- _TASK MATERIAL_:
________

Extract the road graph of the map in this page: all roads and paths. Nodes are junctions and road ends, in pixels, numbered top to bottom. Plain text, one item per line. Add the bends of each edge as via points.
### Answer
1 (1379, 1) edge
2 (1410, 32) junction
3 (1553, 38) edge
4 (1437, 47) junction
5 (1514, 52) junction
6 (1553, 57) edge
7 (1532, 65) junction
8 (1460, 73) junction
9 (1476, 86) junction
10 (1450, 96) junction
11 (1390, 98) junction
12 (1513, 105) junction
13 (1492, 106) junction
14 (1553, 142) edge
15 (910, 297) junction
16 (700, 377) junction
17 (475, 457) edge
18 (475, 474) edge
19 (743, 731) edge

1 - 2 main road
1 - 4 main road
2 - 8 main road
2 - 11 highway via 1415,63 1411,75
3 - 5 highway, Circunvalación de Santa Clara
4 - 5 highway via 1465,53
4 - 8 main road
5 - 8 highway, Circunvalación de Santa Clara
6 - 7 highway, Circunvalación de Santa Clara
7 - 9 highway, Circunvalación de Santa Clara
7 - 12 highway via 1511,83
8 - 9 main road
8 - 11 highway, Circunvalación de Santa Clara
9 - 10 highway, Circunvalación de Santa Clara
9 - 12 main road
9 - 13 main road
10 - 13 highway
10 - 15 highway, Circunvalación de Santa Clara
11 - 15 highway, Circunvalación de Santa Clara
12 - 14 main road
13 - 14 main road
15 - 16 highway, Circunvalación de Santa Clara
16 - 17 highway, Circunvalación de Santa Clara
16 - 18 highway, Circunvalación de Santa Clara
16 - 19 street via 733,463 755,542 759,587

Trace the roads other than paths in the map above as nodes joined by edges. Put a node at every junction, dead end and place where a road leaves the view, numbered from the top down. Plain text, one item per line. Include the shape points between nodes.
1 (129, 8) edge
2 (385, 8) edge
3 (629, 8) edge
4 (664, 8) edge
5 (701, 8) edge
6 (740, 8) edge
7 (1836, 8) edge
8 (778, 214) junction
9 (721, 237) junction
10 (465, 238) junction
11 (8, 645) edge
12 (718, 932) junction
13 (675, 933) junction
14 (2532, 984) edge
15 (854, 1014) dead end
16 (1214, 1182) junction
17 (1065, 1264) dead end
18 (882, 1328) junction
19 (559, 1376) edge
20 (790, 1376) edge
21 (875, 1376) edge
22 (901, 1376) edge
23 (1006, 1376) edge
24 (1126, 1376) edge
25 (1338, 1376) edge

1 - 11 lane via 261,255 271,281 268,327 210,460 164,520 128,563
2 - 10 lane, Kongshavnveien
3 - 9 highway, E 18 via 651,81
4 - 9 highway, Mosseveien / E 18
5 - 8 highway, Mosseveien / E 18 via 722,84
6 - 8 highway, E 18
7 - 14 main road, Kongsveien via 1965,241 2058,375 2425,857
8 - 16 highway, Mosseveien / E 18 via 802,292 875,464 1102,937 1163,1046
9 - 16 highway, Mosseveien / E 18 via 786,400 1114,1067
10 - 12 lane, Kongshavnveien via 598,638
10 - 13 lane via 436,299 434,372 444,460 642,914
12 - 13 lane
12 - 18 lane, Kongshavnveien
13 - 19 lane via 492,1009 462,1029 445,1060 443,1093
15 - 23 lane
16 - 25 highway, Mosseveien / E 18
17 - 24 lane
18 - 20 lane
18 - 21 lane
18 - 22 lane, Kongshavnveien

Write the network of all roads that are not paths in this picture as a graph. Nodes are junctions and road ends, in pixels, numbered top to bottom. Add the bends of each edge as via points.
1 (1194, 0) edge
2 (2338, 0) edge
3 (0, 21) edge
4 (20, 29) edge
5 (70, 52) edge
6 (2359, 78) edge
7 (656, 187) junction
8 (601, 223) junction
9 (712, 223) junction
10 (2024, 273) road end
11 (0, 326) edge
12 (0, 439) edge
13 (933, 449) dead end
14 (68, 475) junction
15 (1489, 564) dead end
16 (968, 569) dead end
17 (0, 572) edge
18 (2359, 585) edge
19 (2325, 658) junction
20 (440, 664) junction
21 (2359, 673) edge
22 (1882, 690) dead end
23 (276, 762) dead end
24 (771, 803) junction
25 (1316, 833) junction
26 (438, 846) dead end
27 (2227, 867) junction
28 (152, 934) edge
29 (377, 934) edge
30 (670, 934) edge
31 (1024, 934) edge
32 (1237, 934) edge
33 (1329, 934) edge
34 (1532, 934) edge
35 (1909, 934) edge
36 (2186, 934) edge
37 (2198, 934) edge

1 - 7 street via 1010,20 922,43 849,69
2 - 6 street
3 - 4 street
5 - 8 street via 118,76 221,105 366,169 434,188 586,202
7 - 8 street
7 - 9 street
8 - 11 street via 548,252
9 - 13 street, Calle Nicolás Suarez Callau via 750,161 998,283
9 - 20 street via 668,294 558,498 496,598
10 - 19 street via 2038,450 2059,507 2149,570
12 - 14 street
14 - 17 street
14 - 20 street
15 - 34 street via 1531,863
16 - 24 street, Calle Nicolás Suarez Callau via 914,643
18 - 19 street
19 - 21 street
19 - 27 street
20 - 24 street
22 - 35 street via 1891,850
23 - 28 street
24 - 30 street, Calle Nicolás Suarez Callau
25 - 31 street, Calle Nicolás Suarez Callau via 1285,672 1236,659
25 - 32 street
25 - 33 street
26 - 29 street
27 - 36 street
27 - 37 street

________

- _EXERCISE GOAL_: Write out the data above once more, exactly as it reads.

- _ANSWER FOR THIS EXERCISE_:
Extract the road graph of the map in this page: all roads and paths. Nodes are junctions and road ends, in pixels, numbered top to bottom. Plain text, one item per line. Add the bends of each edge as via points.
### Answer
1 (1379, 1) edge
2 (1410, 32) junction
3 (1553, 38) edge
4 (1437, 47) junction
5 (1514, 52) junction
6 (1553, 57) edge
7 (1532, 65) junction
8 (1460, 73) junction
9 (1476, 86) junction
10 (1450, 96) junction
11 (1390, 98) junction
12 (1513, 105) junction
13 (1492, 106) junction
14 (1553, 142) edge
15 (910, 297) junction
16 (700, 377) junction
17 (475, 457) edge
18 (475, 474) edge
19 (743, 731) edge

1 - 2 main road
1 - 4 main road
2 - 8 main road
2 - 11 highway via 1415,63 1411,75
3 - 5 highway, Circunvalación de Santa Clara
4 - 5 highway via 1465,53
4 - 8 main road
5 - 8 highway, Circunvalación de Santa Clara
6 - 7 highway, Circunvalación de Santa Clara
7 - 9 highway, Circunvalación de Santa Clara
7 - 12 highway via 1511,83
8 - 9 main road
8 - 11 highway, Circunvalación de Santa Clara
9 - 10 highway, Circunvalación de Santa Clara
9 - 12 main road
9 - 13 main road
10 - 13 highway
10 - 15 highway, Circunvalación de Santa Clara
11 - 15 highway, Circunvalación de Santa Clara
12 - 14 main road
13 - 14 main road
15 - 16 highway, Circunvalación de Santa Clara
16 - 17 highway, Circunvalación de Santa Clara
16 - 18 highway, Circunvalación de Santa Clara
16 - 19 street via 733,463 755,542 759,587

Trace the roads other than paths in the map above as nodes joined by edges. Put a node at every junction, dead end and place where a road leaves the view, numbered from the top down. Plain text, one item per line. Include the shape points between nodes.
1 (129, 8) edge
2 (385, 8) edge
3 (629, 8) edge
4 (664, 8) edge
5 (701, 8) edge
6 (740, 8) edge
7 (1836, 8) edge
8 (778, 214) junction
9 (721, 237) junction
10 (465, 238) junction
11 (8, 645) edge
12 (718, 932) junction
13 (675, 933) junction
14 (2532, 984) edge
15 (854, 1014) dead end
16 (1214, 1182) junction
17 (1065, 1264) dead end
18 (882, 1328) junction
19 (559, 1376) edge
20 (790, 1376) edge
21 (875, 1376) edge
22 (901, 1376) edge
23 (1006, 1376) edge
24 (1126, 1376) edge
25 (1338, 1376) edge

1 - 11 lane via 261,255 271,281 268,327 210,460 164,520 128,563
2 - 10 lane, Kongshavnveien
3 - 9 highway, E 18 via 651,81
4 - 9 highway, Mosseveien / E 18
5 - 8 highway, Mosseveien / E 18 via 722,84
6 - 8 highway, E 18
7 - 14 main road, Kongsveien via 1965,241 2058,375 2425,857
8 - 16 highway, Mosseveien / E 18 via 802,292 875,464 1102,937 1163,1046
9 - 16 highway, Mosseveien / E 18 via 786,400 1114,1067
10 - 12 lane, Kongshavnveien via 598,638
10 - 13 lane via 436,299 434,372 444,460 642,914
12 - 13 lane
12 - 18 lane, Kongshavnveien
13 - 19 lane via 492,1009 462,1029 445,1060 443,1093
15 - 23 lane
16 - 25 highway, Mosseveien / E 18
17 - 24 lane
18 - 20 lane
18 - 21 lane
18 - 22 lane, Kongshavnveien

Write the network of all roads that are not paths in this picture as a graph. Nodes are junctions and road ends, in pixels, numbered top to bottom. Add the bends of each edge as via points.
1 (1194, 0) edge
2 (2338, 0) edge
3 (0, 21) edge
4 (20, 29) edge
5 (70, 52) edge
6 (2359, 78) edge
7 (656, 187) junction
8 (601, 223) junction
9 (712, 223) junction
10 (2024, 273) road end
11 (0, 326) edge
12 (0, 439) edge
13 (933, 449) dead end
14 (68, 475) junction
15 (1489, 564) dead end
16 (968, 569) dead end
17 (0, 572) edge
18 (2359, 585) edge
19 (2325, 658) junction
20 (440, 664) junction
21 (2359, 673) edge
22 (1882, 690) dead end
23 (276, 762) dead end
24 (771, 803) junction
25 (1316, 833) junction
26 (438, 846) dead end
27 (2227, 867) junction
28 (152, 934) edge
29 (377, 934) edge
30 (670, 934) edge
31 (1024, 934) edge
32 (1237, 934) edge
33 (1329, 934) edge
34 (1532, 934) edge
35 (1909, 934) edge
36 (2186, 934) edge
37 (2198, 934) edge

1 - 7 street via 1010,20 922,43 849,69
2 - 6 street
3 - 4 street
5 - 8 street via 118,76 221,105 366,169 434,188 586,202
7 - 8 street
7 - 9 street
8 - 11 street via 548,252
9 - 13 street, Calle Nicolás Suarez Callau via 750,161 998,283
9 - 20 street via 668,294 558,498 496,598
10 - 19 street via 2038,450 2059,507 2149,570
12 - 14 street
14 - 17 street
14 - 20 street
15 - 34 street via 1531,863
16 - 24 street, Calle Nicolás Suarez Callau via 914,643
18 - 19 street
19 - 21 street
19 - 27 street
20 - 24 street
22 - 35 street via 1891,850
23 - 28 street
24 - 30 street, Calle Nicolás Suarez Callau
25 - 31 street, Calle Nicolás Suarez Callau via 1285,672 1236,659
25 - 32 street
25 - 33 street
26 - 29 street
27 - 36 street
27 - 37 street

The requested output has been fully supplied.